- [How to complete this task]: Where the listing shows an image, skip it and output all other material unchanged.

- [Available records]:
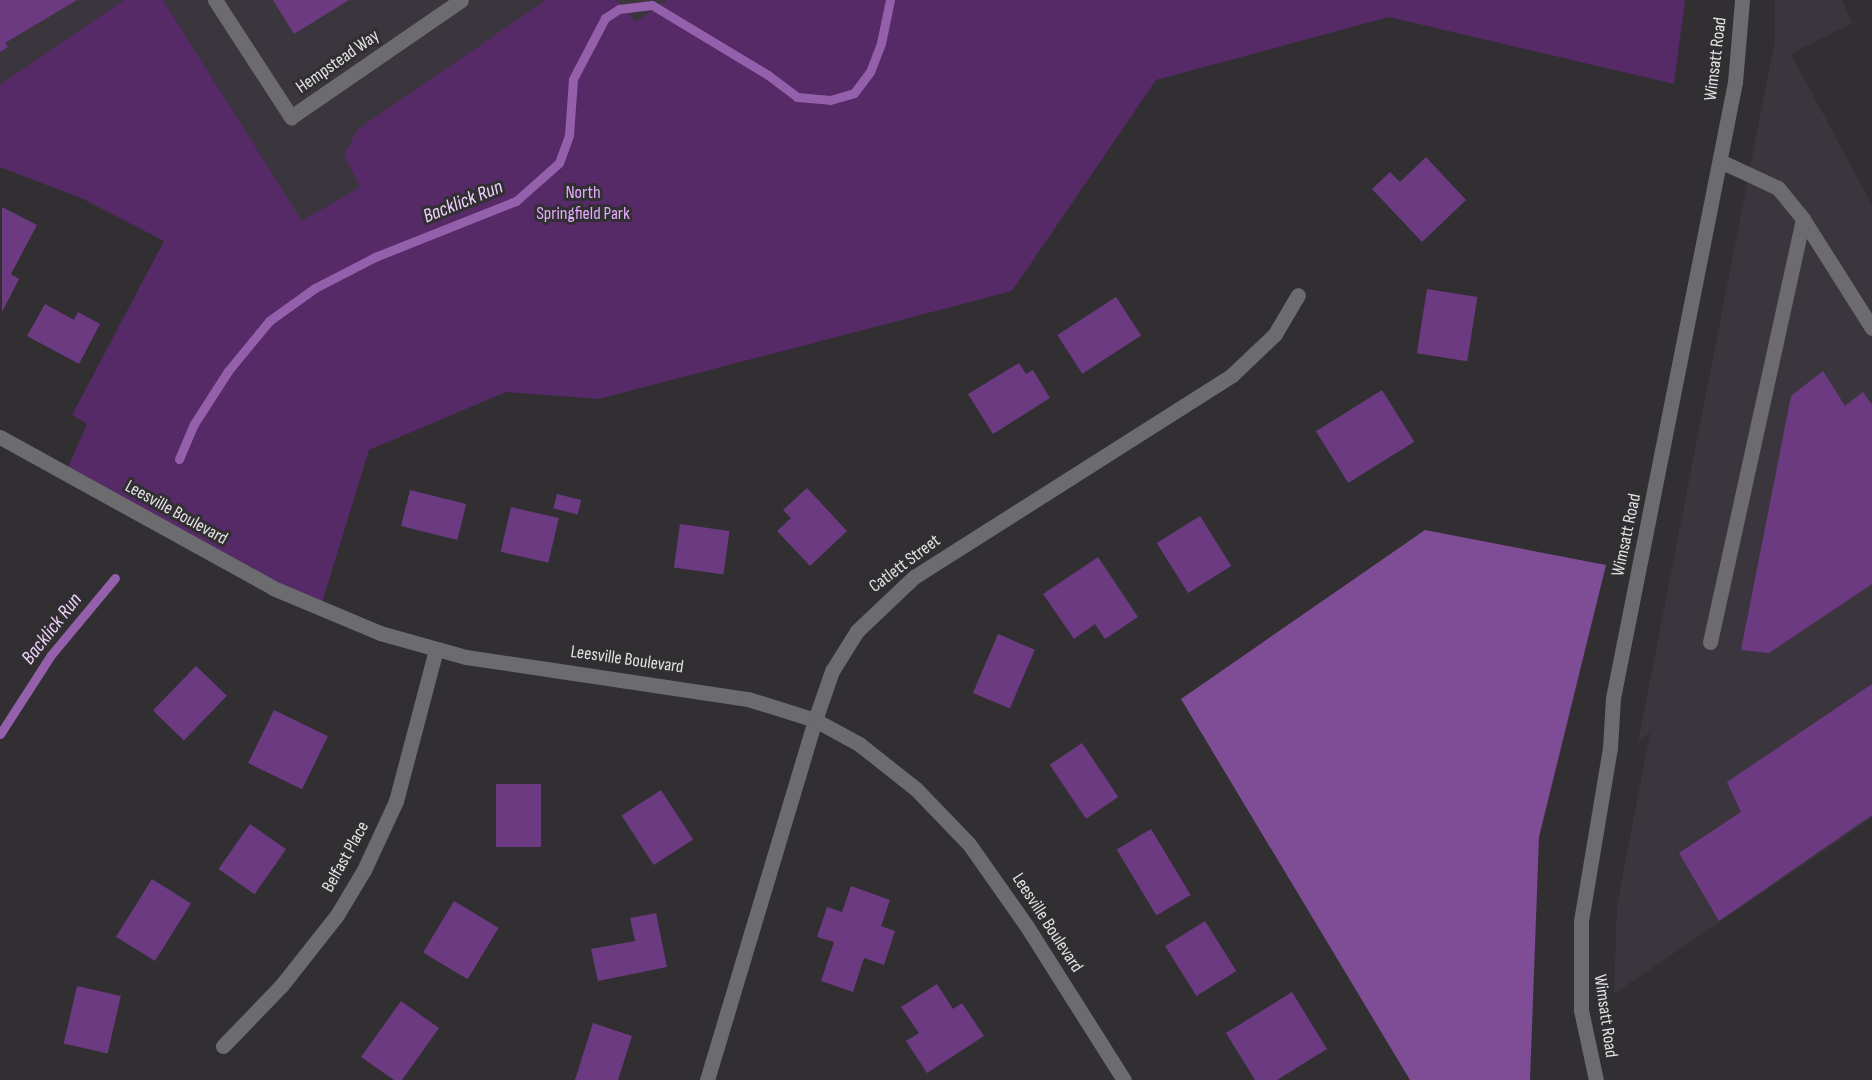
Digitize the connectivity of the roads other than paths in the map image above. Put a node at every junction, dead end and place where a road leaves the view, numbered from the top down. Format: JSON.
{"nodes":[{"id":1,"x":215,"y":0,"type":"edge"},
{"id":2,"x":461,"y":0,"type":"edge"},
{"id":3,"x":1742,"y":0,"type":"edge"},
{"id":4,"x":1720,"y":161,"type":"junction"},
{"id":5,"x":1803,"y":219,"type":"junction"},
{"id":6,"x":1298,"y":295,"type":"dead end"},
{"id":7,"x":1872,"y":328,"type":"edge"},
{"id":8,"x":0,"y":437,"type":"edge"},
{"id":9,"x":1710,"y":642,"type":"dead end"},
{"id":10,"x":436,"y":650,"type":"junction"},
{"id":11,"x":815,"y":720,"type":"junction"},
{"id":12,"x":222,"y":1046,"type":"dead end"},
{"id":13,"x":707,"y":1080,"type":"edge"},
{"id":14,"x":1124,"y":1080,"type":"edge"},
{"id":15,"x":1596,"y":1080,"type":"edge"}],
"edges":[{"from":1,"to":2,"type":"street","name":"Hempstead Way"},
{"from":3,"to":4,"type":"street","name":"Wimsatt Road"},
{"from":4,"to":5,"type":"street"},
{"from":4,"to":15,"type":"street","name":"Wimsatt Road"},
{"from":5,"to":7,"type":"street"},
{"from":5,"to":9,"type":"street"},
{"from":6,"to":11,"type":"street","name":"Catlett Street"},
{"from":8,"to":10,"type":"street","name":"Leesville Boulevard"},
{"from":10,"to":11,"type":"street","name":"Leesville Boulevard"},
{"from":10,"to":12,"type":"street","name":"Belfast Place"},
{"from":11,"to":13,"type":"street","name":"Catlett Street"},
{"from":11,"to":14,"type":"street","name":"Leesville Boulevard"}]}
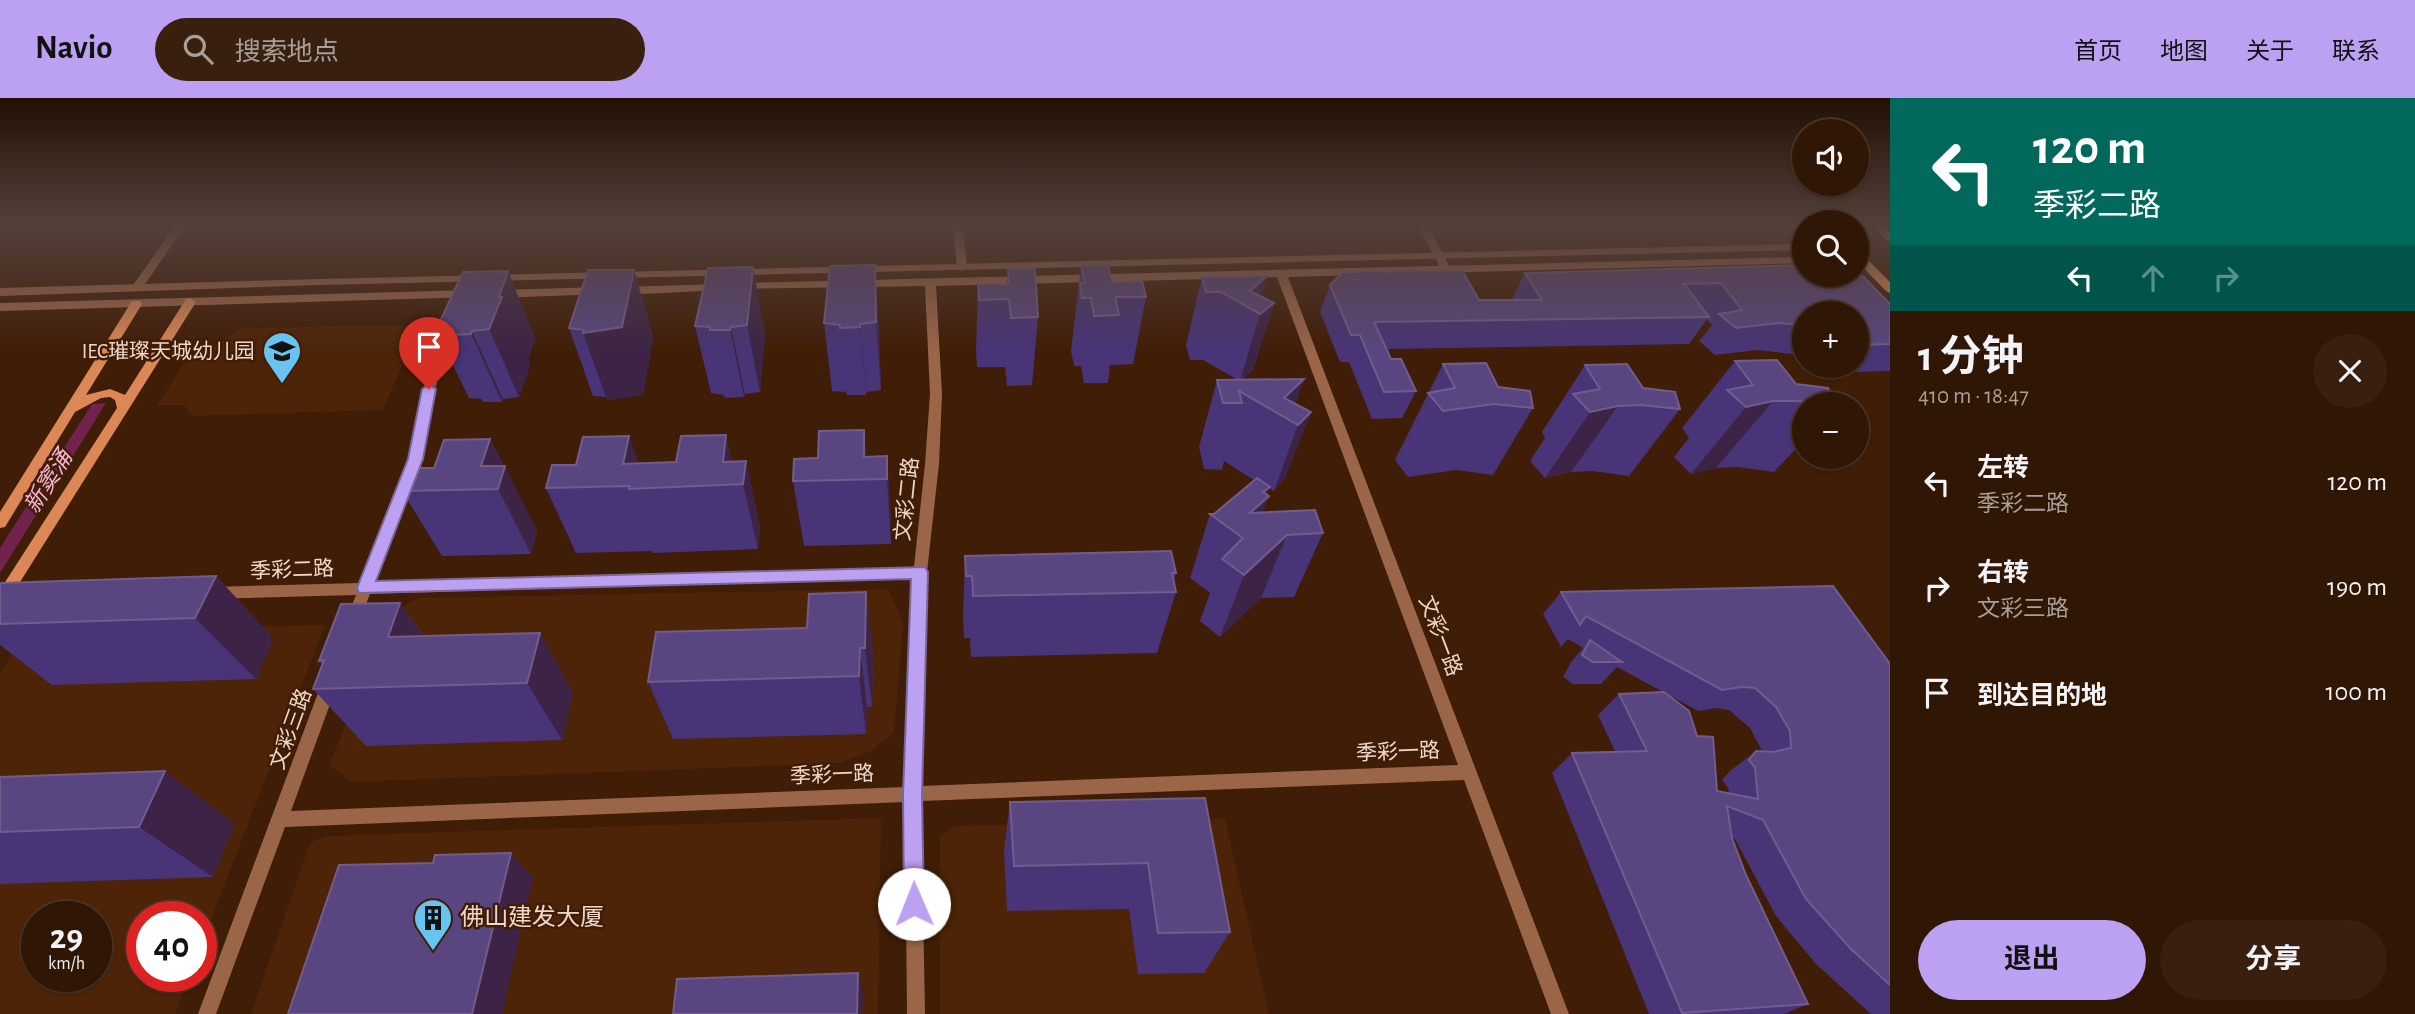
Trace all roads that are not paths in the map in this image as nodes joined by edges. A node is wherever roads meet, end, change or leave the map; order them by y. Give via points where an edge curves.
1 (150, 269) edge
2 (930, 269) edge
3 (1446, 269) joint
4 (1456, 269) edge
5 (1870, 269) edge
6 (1281, 273) junction
7 (930, 282) junction
8 (156, 287) junction
9 (137, 288) junction
10 (1890, 289) edge
11 (0, 292) edge
12 (454, 295) junction
13 (190, 302) junction
14 (136, 304) junction
15 (0, 307) edge
16 (122, 409) junction
17 (68, 417) junction
18 (0, 523) edge
19 (920, 572) junction
20 (365, 588) junction
21 (203, 594) edge
22 (5, 601) edge
23 (346, 639) edge
24 (337, 665) edge
25 (1469, 772) junction
26 (913, 795) junction
27 (280, 818) junction
28 (207, 1014) edge
29 (916, 1014) edge
30 (1560, 1014) edge

1 - 9 street
2 - 8 street
3 - 4 street
3 - 6 street
5 - 10 main road
6 - 7 street
6 - 25 street, 文彩一路
7 - 12 street
7 - 19 street, 文彩二路 via 936,394
8 - 9 street
8 - 13 street
9 - 11 street
9 - 14 street
12 - 13 street
12 - 20 street via 415,459
13 - 14 street
13 - 16 main road
14 - 15 street
14 - 17 main road
16 - 17 main road via 121,398 103,393
16 - 22 main road
17 - 18 main road
19 - 20 street, 季彩二路
19 - 26 street, 文彩二路
20 - 21 street, 季彩二路
20 - 23 street
24 - 27 street, 文彩三路
25 - 26 street, 季彩一路
25 - 30 street, 文彩一路
26 - 27 street, 季彩一路
26 - 29 street, 文彩二路
27 - 28 street, 文彩三路

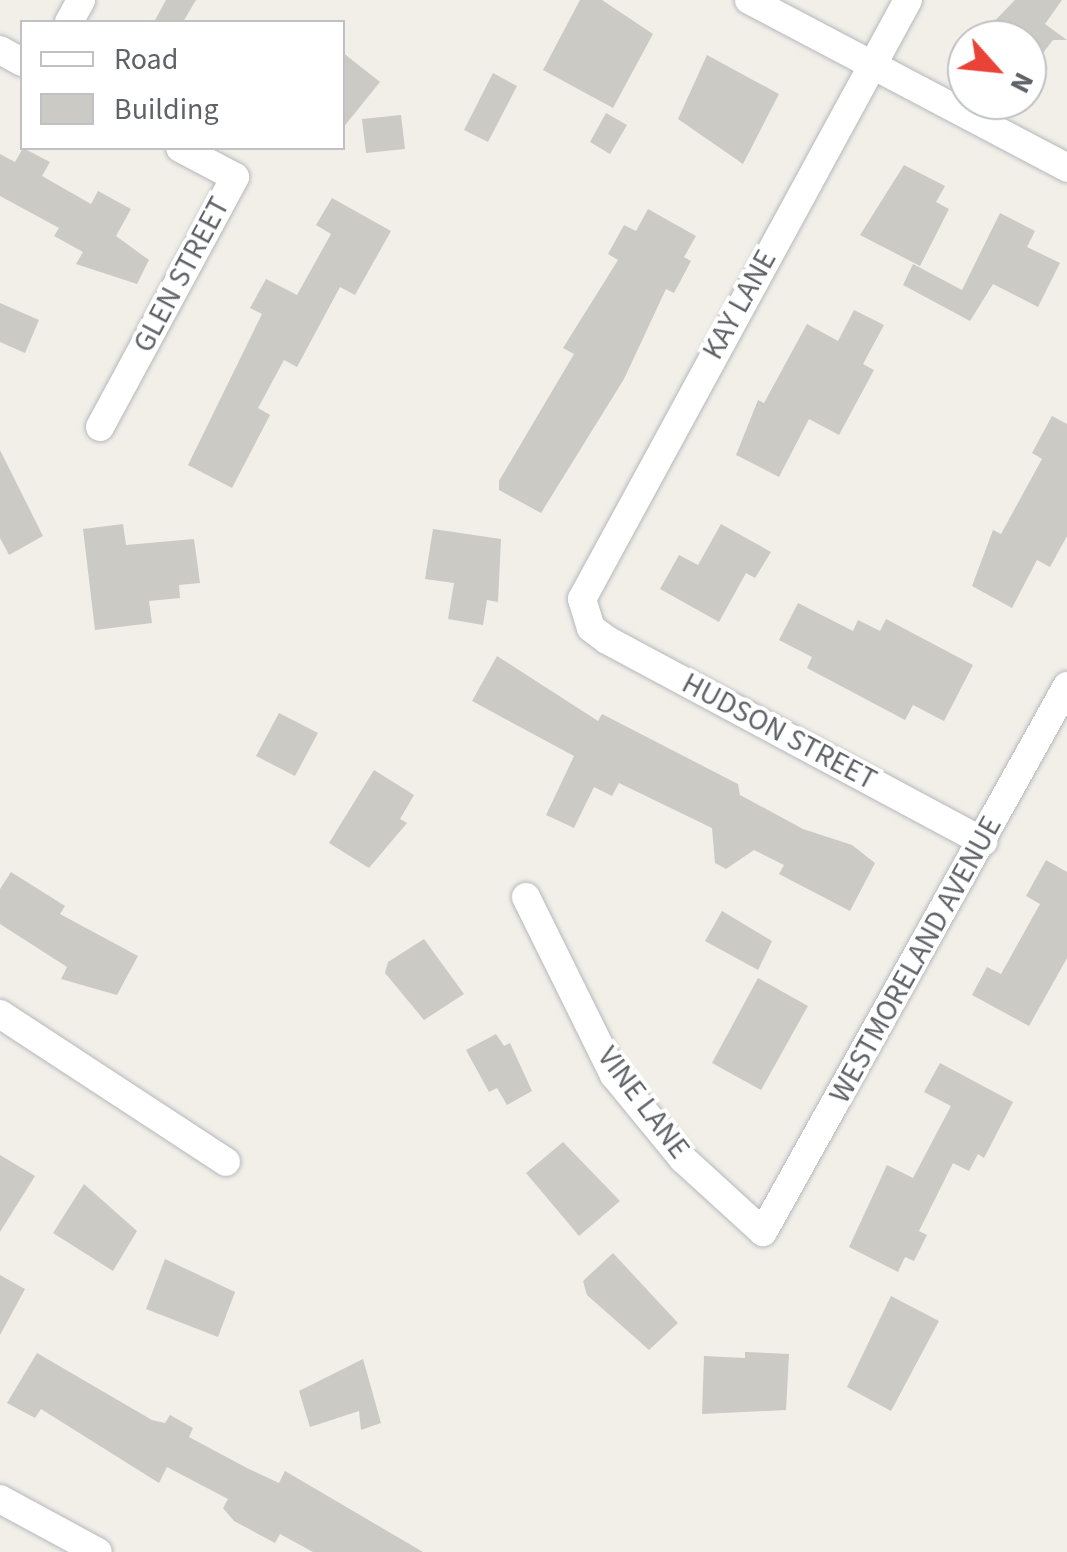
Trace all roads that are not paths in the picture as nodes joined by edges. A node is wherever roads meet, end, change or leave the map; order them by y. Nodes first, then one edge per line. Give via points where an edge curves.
1 (749, 0) edge
2 (908, 0) edge
3 (873, 66) junction
4 (184, 150) edge
5 (1067, 168) edge
6 (100, 427) dead end
7 (583, 613) joint
8 (1067, 686) edge
9 (982, 842) junction
10 (526, 898) dead end
11 (0, 1014) edge
12 (226, 1162) dead end
13 (763, 1232) joint
14 (0, 1499) edge
15 (98, 1552) edge

1 - 3 street
2 - 3 street, KAY LANE
3 - 5 street
3 - 7 street, KAY LANE via 587,580
4 - 6 street, GLEN STREET via 235,177
7 - 9 street, HUDSON STREET via 607,640
8 - 9 street, WESTMORELAND AVENUE
9 - 13 street, WESTMORELAND AVENUE
10 - 13 street, VINE LANE via 614,1076 683,1159
11 - 12 street
14 - 15 street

- [Expected answer]:
Digitize the connectivity of the roads other than paths in the map image above. Put a node at every junction, dead end and place where a road leaves the view, numbered from the top down. Format: JSON.
{"nodes":[{"id":1,"x":215,"y":0,"type":"edge"},
{"id":2,"x":461,"y":0,"type":"edge"},
{"id":3,"x":1742,"y":0,"type":"edge"},
{"id":4,"x":1720,"y":161,"type":"junction"},
{"id":5,"x":1803,"y":219,"type":"junction"},
{"id":6,"x":1298,"y":295,"type":"dead end"},
{"id":7,"x":1872,"y":328,"type":"edge"},
{"id":8,"x":0,"y":437,"type":"edge"},
{"id":9,"x":1710,"y":642,"type":"dead end"},
{"id":10,"x":436,"y":650,"type":"junction"},
{"id":11,"x":815,"y":720,"type":"junction"},
{"id":12,"x":222,"y":1046,"type":"dead end"},
{"id":13,"x":707,"y":1080,"type":"edge"},
{"id":14,"x":1124,"y":1080,"type":"edge"},
{"id":15,"x":1596,"y":1080,"type":"edge"}],
"edges":[{"from":1,"to":2,"type":"street","name":"Hempstead Way"},
{"from":3,"to":4,"type":"street","name":"Wimsatt Road"},
{"from":4,"to":5,"type":"street"},
{"from":4,"to":15,"type":"street","name":"Wimsatt Road"},
{"from":5,"to":7,"type":"street"},
{"from":5,"to":9,"type":"street"},
{"from":6,"to":11,"type":"street","name":"Catlett Street"},
{"from":8,"to":10,"type":"street","name":"Leesville Boulevard"},
{"from":10,"to":11,"type":"street","name":"Leesville Boulevard"},
{"from":10,"to":12,"type":"street","name":"Belfast Place"},
{"from":11,"to":13,"type":"street","name":"Catlett Street"},
{"from":11,"to":14,"type":"street","name":"Leesville Boulevard"}]}
Trace all roads that are not paths in the map in this image as nodes joined by edges. A node is wherever roads meet, end, change or leave the map; order them by y. Give via points where an edge curves.
1 (150, 269) edge
2 (930, 269) edge
3 (1446, 269) joint
4 (1456, 269) edge
5 (1870, 269) edge
6 (1281, 273) junction
7 (930, 282) junction
8 (156, 287) junction
9 (137, 288) junction
10 (1890, 289) edge
11 (0, 292) edge
12 (454, 295) junction
13 (190, 302) junction
14 (136, 304) junction
15 (0, 307) edge
16 (122, 409) junction
17 (68, 417) junction
18 (0, 523) edge
19 (920, 572) junction
20 (365, 588) junction
21 (203, 594) edge
22 (5, 601) edge
23 (346, 639) edge
24 (337, 665) edge
25 (1469, 772) junction
26 (913, 795) junction
27 (280, 818) junction
28 (207, 1014) edge
29 (916, 1014) edge
30 (1560, 1014) edge

1 - 9 street
2 - 8 street
3 - 4 street
3 - 6 street
5 - 10 main road
6 - 7 street
6 - 25 street, 文彩一路
7 - 12 street
7 - 19 street, 文彩二路 via 936,394
8 - 9 street
8 - 13 street
9 - 11 street
9 - 14 street
12 - 13 street
12 - 20 street via 415,459
13 - 14 street
13 - 16 main road
14 - 15 street
14 - 17 main road
16 - 17 main road via 121,398 103,393
16 - 22 main road
17 - 18 main road
19 - 20 street, 季彩二路
19 - 26 street, 文彩二路
20 - 21 street, 季彩二路
20 - 23 street
24 - 27 street, 文彩三路
25 - 26 street, 季彩一路
25 - 30 street, 文彩一路
26 - 27 street, 季彩一路
26 - 29 street, 文彩二路
27 - 28 street, 文彩三路

Trace all roads that are not paths in the picture as nodes joined by edges. A node is wherever roads meet, end, change or leave the map; order them by y. Nodes first, then one edge per line. Give via points where an edge curves.
1 (749, 0) edge
2 (908, 0) edge
3 (873, 66) junction
4 (184, 150) edge
5 (1067, 168) edge
6 (100, 427) dead end
7 (583, 613) joint
8 (1067, 686) edge
9 (982, 842) junction
10 (526, 898) dead end
11 (0, 1014) edge
12 (226, 1162) dead end
13 (763, 1232) joint
14 (0, 1499) edge
15 (98, 1552) edge

1 - 3 street
2 - 3 street, KAY LANE
3 - 5 street
3 - 7 street, KAY LANE via 587,580
4 - 6 street, GLEN STREET via 235,177
7 - 9 street, HUDSON STREET via 607,640
8 - 9 street, WESTMORELAND AVENUE
9 - 13 street, WESTMORELAND AVENUE
10 - 13 street, VINE LANE via 614,1076 683,1159
11 - 12 street
14 - 15 street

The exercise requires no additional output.